Oleh: Badrus Zaman MPd.I, Dosen UIN Salatiga
Generasi Z dan Alpha tumbuh di tengah derasnya arus digitalisasi, globalisasi, dan pergeseran nilai sosial yang begitu cepat. Mereka lebih akrab dengan layar gawai dibanding dengan buku teks, lebih banyak mengakses informasi dari media sosial daripada forum tatap muka, serta terbiasa dengan budaya instan yang serba cepat. Kondisi ini membawa peluang sekaligus tantangan besar bagi Pendidikan Agama Islam (PAI). Jika PAI tidak bertransformasi mengikuti perubahan zaman, ia akan kehilangan relevansi dan sulit menjawab kebutuhan spiritual, moral, maupun intelektual generasi baru.
Revitalisasi PAI untuk Generasi Z dan Alpha berarti mengubah pendekatan dari sekadar transfer pengetahuan agama menjadi pembentukan karakter religius yang kontekstual. PAI harus menjadi ruang dialogis, bukan hanya ruang doktrinal. Generasi muda yang kritis tidak lagi cukup puas dengan hafalan ayat atau teks; mereka menuntut penjelasan rasional, aplikatif, dan menyentuh realitas kehidupan sehari-hari. Dengan demikian, guru PAI perlu menghadirkan pembelajaran yang menumbuhkan daya kritis, empati sosial, serta kesadaran spiritual yang relevan dengan tantangan zaman.
Tantangan terbesar datang dari ruang digital. Di satu sisi, internet memberi akses tanpa batas pada sumber-sumber keagamaan yang beragam. Namun di sisi lain, ia membuka pintu lebar bagi infiltrasi paham radikal, intoleransi, dan berita palsu berbasis agama. Revitalisasi PAI harus memasukkan literasi digital keagamaan, yaitu membekali siswa dengan kemampuan memilah informasi, membedakan kebenaran dari manipulasi, serta menjadikan teknologi sebagai medium dakwah yang sejuk dan damai.
Revitalisasi juga harus menyentuh aspek metodologi. Proses pembelajaran tidak lagi bisa mengandalkan metode ceramah satu arah. Generasi Z dan Alpha lebih responsif terhadap metode interaktif: diskusi, debat terarah, simulasi kasus, hingga pemanfaatan media kreatif seperti podcast, vlog, atau game edukasi. Guru PAI dituntut menjadi fasilitator kreatif yang mampu memadukan nilai religius dengan teknologi pembelajaran modern, tanpa kehilangan substansi moral Islam yang penuh rahmah.
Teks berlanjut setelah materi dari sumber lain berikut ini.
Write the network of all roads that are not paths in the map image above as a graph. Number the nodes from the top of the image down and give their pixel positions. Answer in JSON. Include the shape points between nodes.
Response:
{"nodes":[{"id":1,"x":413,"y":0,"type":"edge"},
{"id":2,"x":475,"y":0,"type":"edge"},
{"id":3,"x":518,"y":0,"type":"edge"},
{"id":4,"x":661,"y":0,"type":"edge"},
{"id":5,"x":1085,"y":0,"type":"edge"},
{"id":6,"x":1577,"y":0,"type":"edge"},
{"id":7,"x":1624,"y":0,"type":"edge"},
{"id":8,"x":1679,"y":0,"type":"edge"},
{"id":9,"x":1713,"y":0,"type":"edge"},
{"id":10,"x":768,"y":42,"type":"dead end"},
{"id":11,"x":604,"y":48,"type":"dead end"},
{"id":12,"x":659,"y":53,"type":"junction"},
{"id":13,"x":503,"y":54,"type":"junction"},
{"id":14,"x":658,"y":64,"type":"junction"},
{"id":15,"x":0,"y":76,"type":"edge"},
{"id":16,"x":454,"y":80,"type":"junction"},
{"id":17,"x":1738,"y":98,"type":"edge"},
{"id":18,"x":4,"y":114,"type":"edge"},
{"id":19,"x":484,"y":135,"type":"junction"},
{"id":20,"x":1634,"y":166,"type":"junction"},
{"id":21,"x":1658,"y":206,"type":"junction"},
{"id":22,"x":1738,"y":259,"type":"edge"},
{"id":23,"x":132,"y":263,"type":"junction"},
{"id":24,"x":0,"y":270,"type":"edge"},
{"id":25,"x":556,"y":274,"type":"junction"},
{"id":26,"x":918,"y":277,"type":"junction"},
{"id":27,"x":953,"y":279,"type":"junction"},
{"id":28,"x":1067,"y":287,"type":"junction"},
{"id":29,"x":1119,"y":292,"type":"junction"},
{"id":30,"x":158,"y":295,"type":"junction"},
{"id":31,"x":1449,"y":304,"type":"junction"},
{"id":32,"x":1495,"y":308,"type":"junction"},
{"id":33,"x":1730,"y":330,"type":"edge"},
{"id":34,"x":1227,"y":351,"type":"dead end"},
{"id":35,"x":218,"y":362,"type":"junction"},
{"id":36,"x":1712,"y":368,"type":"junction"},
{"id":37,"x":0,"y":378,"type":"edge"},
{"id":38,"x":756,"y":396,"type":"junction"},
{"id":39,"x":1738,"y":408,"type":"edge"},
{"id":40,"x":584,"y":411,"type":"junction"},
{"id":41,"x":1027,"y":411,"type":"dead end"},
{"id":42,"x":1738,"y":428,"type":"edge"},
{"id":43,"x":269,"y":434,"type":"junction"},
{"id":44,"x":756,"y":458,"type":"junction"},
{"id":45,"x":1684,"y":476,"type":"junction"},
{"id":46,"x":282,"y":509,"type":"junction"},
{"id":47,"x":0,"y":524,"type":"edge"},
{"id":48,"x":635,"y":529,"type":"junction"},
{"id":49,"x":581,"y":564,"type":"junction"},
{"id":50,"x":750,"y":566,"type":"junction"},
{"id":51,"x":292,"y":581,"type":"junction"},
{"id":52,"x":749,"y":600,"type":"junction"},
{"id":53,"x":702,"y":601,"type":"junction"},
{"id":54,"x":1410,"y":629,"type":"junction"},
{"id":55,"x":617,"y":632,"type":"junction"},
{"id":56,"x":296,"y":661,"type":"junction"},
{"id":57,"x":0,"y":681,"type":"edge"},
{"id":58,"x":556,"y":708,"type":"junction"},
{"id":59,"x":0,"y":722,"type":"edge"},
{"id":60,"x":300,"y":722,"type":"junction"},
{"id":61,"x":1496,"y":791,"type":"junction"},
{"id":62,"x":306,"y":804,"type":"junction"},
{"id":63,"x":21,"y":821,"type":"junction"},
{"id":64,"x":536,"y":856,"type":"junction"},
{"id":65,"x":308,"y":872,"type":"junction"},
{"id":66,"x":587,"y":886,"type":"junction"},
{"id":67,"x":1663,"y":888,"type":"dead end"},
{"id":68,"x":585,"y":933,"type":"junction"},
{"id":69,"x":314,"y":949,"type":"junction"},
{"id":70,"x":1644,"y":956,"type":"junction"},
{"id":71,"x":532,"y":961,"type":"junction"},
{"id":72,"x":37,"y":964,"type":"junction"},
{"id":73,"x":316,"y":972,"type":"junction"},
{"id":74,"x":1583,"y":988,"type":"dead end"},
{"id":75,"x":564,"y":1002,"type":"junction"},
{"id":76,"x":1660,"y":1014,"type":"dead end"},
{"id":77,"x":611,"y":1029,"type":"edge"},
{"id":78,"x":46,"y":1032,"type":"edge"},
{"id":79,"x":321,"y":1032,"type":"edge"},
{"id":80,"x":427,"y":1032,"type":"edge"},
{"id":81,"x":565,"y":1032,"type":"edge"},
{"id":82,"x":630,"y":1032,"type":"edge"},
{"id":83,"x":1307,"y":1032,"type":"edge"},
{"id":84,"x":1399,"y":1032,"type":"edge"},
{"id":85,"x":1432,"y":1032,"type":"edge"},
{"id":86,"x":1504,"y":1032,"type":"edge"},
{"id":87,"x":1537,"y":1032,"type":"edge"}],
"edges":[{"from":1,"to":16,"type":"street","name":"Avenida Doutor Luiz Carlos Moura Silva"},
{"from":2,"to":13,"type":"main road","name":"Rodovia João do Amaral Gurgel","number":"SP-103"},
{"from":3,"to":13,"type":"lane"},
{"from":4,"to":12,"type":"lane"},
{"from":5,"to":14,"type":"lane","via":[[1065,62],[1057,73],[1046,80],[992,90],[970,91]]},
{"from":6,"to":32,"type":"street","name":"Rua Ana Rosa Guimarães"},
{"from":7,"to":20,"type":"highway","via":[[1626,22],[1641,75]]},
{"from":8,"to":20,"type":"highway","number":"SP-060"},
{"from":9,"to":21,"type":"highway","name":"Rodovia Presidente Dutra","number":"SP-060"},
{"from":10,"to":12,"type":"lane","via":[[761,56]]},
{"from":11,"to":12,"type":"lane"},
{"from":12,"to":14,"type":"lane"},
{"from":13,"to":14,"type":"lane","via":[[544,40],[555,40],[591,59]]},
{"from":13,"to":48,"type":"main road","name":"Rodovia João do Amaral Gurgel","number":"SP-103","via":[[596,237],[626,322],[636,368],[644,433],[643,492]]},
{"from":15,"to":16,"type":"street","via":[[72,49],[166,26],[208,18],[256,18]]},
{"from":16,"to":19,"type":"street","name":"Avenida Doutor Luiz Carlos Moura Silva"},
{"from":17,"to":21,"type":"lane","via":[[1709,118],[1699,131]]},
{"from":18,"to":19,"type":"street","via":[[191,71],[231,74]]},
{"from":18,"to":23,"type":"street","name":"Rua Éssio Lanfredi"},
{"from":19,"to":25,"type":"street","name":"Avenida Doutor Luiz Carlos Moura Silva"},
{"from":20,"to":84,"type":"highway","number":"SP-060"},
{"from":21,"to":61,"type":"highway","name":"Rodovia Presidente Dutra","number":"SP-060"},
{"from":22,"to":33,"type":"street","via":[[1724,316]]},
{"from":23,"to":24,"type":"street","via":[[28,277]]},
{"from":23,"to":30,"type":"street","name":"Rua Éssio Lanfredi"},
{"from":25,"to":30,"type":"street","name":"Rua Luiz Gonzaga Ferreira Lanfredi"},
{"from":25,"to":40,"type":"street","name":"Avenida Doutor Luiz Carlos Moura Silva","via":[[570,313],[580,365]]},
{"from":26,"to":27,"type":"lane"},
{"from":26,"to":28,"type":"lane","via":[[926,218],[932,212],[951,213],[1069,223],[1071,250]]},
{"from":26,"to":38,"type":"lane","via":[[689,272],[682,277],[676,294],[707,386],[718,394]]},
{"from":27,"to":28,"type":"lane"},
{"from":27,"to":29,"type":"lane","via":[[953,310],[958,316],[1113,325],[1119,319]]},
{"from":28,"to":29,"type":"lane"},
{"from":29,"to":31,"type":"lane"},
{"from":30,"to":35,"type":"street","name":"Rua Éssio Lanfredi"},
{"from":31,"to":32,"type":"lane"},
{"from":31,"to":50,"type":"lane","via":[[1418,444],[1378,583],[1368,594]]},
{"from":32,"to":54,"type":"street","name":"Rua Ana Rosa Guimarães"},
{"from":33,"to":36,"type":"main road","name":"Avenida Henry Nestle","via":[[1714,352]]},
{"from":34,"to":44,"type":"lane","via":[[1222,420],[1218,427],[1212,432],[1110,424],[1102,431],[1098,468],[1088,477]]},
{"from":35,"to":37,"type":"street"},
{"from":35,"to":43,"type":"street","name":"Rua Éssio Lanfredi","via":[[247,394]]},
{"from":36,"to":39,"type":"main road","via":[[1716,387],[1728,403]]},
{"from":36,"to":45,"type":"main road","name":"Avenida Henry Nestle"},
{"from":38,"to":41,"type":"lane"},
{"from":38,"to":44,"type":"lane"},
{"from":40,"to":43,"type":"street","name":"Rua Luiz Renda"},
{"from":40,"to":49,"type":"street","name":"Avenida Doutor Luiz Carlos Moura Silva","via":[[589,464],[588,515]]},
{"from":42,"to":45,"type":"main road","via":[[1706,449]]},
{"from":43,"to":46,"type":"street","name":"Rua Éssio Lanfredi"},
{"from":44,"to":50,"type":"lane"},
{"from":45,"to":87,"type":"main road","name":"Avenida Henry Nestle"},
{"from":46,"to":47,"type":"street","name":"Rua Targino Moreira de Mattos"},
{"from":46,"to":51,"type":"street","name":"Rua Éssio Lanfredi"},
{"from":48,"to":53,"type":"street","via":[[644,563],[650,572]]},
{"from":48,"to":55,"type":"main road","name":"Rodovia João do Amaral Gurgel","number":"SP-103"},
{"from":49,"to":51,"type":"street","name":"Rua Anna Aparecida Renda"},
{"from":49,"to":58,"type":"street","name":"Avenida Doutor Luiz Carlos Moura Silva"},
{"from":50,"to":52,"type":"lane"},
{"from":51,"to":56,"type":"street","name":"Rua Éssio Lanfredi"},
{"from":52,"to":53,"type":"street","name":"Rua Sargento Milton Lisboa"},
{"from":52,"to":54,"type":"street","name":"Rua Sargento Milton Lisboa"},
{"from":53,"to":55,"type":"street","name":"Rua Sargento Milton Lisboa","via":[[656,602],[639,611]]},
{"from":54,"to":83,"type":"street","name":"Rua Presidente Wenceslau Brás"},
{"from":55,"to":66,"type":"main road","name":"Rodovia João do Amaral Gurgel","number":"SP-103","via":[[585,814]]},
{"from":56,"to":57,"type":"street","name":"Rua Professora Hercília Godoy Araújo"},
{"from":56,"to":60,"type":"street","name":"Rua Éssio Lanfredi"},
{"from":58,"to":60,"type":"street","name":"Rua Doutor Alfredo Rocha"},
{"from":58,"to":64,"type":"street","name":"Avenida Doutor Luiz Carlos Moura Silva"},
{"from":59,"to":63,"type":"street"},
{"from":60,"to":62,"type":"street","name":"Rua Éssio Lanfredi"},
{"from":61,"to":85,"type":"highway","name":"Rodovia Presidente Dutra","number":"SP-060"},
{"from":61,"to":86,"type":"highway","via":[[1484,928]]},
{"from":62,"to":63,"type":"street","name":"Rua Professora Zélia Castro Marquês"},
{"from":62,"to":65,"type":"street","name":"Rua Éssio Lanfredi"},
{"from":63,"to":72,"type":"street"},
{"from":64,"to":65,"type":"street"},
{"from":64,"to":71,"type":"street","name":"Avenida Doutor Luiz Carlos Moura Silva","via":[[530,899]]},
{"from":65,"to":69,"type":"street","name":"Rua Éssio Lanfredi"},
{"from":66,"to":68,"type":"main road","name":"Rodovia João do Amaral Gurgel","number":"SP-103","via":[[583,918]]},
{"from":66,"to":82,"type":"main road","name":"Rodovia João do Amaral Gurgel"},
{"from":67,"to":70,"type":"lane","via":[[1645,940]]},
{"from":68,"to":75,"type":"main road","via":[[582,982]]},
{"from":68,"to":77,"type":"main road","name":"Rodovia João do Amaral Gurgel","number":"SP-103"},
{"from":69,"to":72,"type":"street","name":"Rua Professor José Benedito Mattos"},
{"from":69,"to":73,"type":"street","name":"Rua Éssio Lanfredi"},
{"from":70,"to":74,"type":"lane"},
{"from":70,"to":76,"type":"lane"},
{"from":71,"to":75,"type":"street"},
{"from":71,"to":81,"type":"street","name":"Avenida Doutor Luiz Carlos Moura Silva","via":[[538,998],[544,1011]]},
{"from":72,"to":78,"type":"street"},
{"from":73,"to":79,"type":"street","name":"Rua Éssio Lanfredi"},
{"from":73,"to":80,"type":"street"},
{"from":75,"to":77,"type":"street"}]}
Lebih jauh, PAI harus memulihkan perannya sebagai benteng moral di tengah krisis etika yang melanda generasi muda. Fenomena perundungan digital, hedonisme, dan menurunnya rasa hormat terhadap otoritas adalah tanda bahwa pendidikan karakter belum sepenuhnya berhasil. Revitalisasi PAI menuntut keberanian untuk mengintegrasikan nilai tasamuh (toleransi), adl (keadilan), dan ukhuwah (persaudaraan) ke dalam seluruh aspek kurikulum, sehingga peserta didik tidak hanya cerdas secara kognitif, tetapi juga arif dalam bersikap sosial.
Revitalisasi PAI untuk Generasi Z dan Alpha pada akhirnya bukan sekadar wacana kurikulum, tetapi gerakan budaya. Keluarga, sekolah, masyarakat, dan negara harus bersama-sama menjadikan PAI sebagai wahana pembentukan manusia paripurna: religius, berakhlak mulia, melek digital, serta adaptif menghadapi dunia yang terus berubah. Jika hal ini berhasil, maka PAI akan menjadi fondasi kuat bagi lahirnya generasi yang tidak hanya beriman dan bertakwa, tetapi juga mampu membawa nilai-nilai Islam sebagai solusi atas krisis kemanusiaan global.